** What you will do **
Faithfully repeat all of the records, as they are written below.

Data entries
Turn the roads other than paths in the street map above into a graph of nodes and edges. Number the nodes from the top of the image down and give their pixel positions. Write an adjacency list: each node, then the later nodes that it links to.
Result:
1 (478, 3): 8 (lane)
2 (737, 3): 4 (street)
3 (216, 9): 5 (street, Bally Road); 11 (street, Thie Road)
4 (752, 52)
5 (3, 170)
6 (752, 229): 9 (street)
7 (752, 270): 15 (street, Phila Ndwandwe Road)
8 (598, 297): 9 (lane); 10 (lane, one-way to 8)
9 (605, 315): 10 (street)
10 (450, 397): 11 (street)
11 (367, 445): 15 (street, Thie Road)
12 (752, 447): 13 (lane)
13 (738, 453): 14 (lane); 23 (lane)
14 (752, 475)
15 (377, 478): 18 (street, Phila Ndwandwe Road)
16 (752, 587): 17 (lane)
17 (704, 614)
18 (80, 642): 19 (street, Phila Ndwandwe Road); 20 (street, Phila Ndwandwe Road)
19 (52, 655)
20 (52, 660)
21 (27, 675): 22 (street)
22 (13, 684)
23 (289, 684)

** Written solution **
Turn the roads other than paths in the street map above into a graph of nodes and edges. Number the nodes from the top of the image down and give their pixel positions. Write an adjacency list: each node, then the later nodes that it links to.
Result:
1 (478, 3): 8 (lane)
2 (737, 3): 4 (street)
3 (216, 9): 5 (street, Bally Road); 11 (street, Thie Road)
4 (752, 52)
5 (3, 170)
6 (752, 229): 9 (street)
7 (752, 270): 15 (street, Phila Ndwandwe Road)
8 (598, 297): 9 (lane); 10 (lane, one-way to 8)
9 (605, 315): 10 (street)
10 (450, 397): 11 (street)
11 (367, 445): 15 (street, Thie Road)
12 (752, 447): 13 (lane)
13 (738, 453): 14 (lane); 23 (lane)
14 (752, 475)
15 (377, 478): 18 (street, Phila Ndwandwe Road)
16 (752, 587): 17 (lane)
17 (704, 614)
18 (80, 642): 19 (street, Phila Ndwandwe Road); 20 (street, Phila Ndwandwe Road)
19 (52, 655)
20 (52, 660)
21 (27, 675): 22 (street)
22 (13, 684)
23 (289, 684)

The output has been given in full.